Patchwork [6,of,8] changegroup: refactor getsubsetraw into getchangegroupchunks (API)

login
register
mail settings
Submitter Gregory Szorc
Date Aug. 5, 2016, 3:17 a.m.
Message ID <0270c4c4c1aef296d040.1470367022@ubuntu-vm-main>
Download mbox | patch
Permalink /patch/16110/
State Accepted
Headers show

Comments

Gregory Szorc - Aug. 5, 2016, 3:17 a.m.
# HG changeset patch
# User Gregory Szorc <gregory.szorc@gmail.com>
# Date 1470364484 25200
#      Thu Aug 04 19:34:44 2016 -0700
# Node ID 0270c4c4c1aef296d0405950a34bdef3aaa01f30
# Parent  d9a7b7fc58081021ec6f7401300ac11998994a37
changegroup: refactor getsubsetraw into getchangegroupchunks (API)

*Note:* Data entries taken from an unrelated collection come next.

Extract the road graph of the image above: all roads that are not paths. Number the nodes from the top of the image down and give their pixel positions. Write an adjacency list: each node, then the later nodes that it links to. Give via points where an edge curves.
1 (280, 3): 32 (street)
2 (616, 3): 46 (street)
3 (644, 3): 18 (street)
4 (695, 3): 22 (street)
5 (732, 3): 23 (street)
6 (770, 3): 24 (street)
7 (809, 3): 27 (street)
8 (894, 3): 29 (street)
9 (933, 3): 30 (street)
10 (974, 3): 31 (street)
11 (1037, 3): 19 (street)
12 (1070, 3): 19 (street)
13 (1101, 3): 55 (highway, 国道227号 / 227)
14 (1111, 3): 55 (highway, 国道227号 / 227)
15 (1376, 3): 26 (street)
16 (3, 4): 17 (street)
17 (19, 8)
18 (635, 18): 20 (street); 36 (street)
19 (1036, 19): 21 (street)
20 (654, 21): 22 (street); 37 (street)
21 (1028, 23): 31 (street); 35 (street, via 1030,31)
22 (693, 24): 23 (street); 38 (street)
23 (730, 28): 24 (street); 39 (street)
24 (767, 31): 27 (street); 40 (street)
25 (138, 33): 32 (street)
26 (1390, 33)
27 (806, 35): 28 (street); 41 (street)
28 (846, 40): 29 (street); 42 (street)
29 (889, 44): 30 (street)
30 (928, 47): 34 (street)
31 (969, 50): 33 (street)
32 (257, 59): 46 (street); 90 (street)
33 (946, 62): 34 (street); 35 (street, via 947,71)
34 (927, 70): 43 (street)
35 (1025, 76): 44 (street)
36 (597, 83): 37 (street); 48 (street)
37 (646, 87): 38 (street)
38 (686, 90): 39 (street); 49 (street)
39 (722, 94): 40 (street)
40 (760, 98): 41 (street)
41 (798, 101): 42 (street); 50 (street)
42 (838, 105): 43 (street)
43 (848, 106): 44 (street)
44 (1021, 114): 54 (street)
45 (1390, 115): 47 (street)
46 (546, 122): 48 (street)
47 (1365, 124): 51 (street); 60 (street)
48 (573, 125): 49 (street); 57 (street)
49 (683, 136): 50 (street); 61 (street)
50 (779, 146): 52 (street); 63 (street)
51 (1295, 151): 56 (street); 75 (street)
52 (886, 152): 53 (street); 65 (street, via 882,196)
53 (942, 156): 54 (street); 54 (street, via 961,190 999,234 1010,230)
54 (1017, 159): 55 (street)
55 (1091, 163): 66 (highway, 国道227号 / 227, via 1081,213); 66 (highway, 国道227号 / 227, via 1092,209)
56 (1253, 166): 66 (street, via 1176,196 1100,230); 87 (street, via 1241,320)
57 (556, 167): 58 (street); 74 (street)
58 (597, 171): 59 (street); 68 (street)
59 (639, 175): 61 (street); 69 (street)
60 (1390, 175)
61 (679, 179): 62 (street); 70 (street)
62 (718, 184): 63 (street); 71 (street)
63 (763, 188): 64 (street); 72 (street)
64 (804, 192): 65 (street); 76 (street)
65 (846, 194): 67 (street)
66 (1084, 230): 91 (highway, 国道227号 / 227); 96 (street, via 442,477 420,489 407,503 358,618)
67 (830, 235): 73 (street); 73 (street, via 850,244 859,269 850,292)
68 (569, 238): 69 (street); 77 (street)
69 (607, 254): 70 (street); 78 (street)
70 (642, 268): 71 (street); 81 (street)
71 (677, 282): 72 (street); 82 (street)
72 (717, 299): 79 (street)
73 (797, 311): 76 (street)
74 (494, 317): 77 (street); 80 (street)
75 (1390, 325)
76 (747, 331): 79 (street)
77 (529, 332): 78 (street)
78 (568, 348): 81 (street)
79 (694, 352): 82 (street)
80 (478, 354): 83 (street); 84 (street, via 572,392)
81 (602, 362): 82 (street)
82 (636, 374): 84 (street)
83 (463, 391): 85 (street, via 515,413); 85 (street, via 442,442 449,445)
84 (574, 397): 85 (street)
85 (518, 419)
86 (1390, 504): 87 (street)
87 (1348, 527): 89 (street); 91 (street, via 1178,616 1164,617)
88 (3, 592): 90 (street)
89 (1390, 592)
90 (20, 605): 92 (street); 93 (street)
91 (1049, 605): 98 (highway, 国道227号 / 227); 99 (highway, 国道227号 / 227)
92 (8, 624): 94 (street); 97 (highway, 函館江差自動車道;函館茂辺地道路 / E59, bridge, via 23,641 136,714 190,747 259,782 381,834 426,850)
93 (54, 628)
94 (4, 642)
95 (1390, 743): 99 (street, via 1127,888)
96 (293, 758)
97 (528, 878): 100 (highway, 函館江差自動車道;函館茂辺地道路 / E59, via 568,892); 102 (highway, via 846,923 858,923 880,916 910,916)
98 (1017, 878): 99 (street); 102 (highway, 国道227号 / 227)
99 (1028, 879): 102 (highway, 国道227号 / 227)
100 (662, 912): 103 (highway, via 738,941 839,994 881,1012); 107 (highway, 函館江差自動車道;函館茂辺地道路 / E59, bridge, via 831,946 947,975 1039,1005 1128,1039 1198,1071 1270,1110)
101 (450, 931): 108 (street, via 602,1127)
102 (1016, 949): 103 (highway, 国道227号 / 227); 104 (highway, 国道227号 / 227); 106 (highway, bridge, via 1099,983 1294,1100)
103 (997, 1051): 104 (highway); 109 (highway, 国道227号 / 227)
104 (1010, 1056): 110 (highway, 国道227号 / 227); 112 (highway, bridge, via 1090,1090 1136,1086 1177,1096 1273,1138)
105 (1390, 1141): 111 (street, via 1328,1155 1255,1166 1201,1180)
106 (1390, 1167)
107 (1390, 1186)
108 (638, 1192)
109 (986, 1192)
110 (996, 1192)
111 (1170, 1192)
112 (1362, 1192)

getsubsetraw() was /almost/ a generic and generally useful API.
However, it wasn't ideal because it required passing in a bundler
(which can be constructed from a repo, version, and bundle caps).
And, there was no mechanism to pass extra metadata back to the
caller.

This patch effectively refactors getsubsetraw() into
getchangegroupchunks() and replaces callers of getsubsetraw() with
the new function.

The patch is marked as API because getsubsetraw() has been removed.
(The only in-repo consumer was changegroup.py.)
Pierre-Yves David - Aug. 6, 2016, 12:47 a.m.
On 08/05/2016 05:17 AM, Gregory Szorc wrote:
> # HG changeset patch
> # User Gregory Szorc <gregory.szorc@gmail.com>
> # Date 1470364484 25200
> #      Thu Aug 04 19:34:44 2016 -0700
> # Node ID 0270c4c4c1aef296d0405950a34bdef3aaa01f30
> # Parent  d9a7b7fc58081021ec6f7401300ac11998994a37
> changegroup: refactor getsubsetraw into getchangegroupchunks (API)
>
> getsubsetraw() was /almost/ a generic and generally useful API.
> However, it wasn't ideal because it required passing in a bundler
> (which can be constructed from a repo, version, and bundle caps).
> And, there was no mechanism to pass extra metadata back to the
> caller.

I'm not sure what you intend to use these meta data for. Can you elaborate?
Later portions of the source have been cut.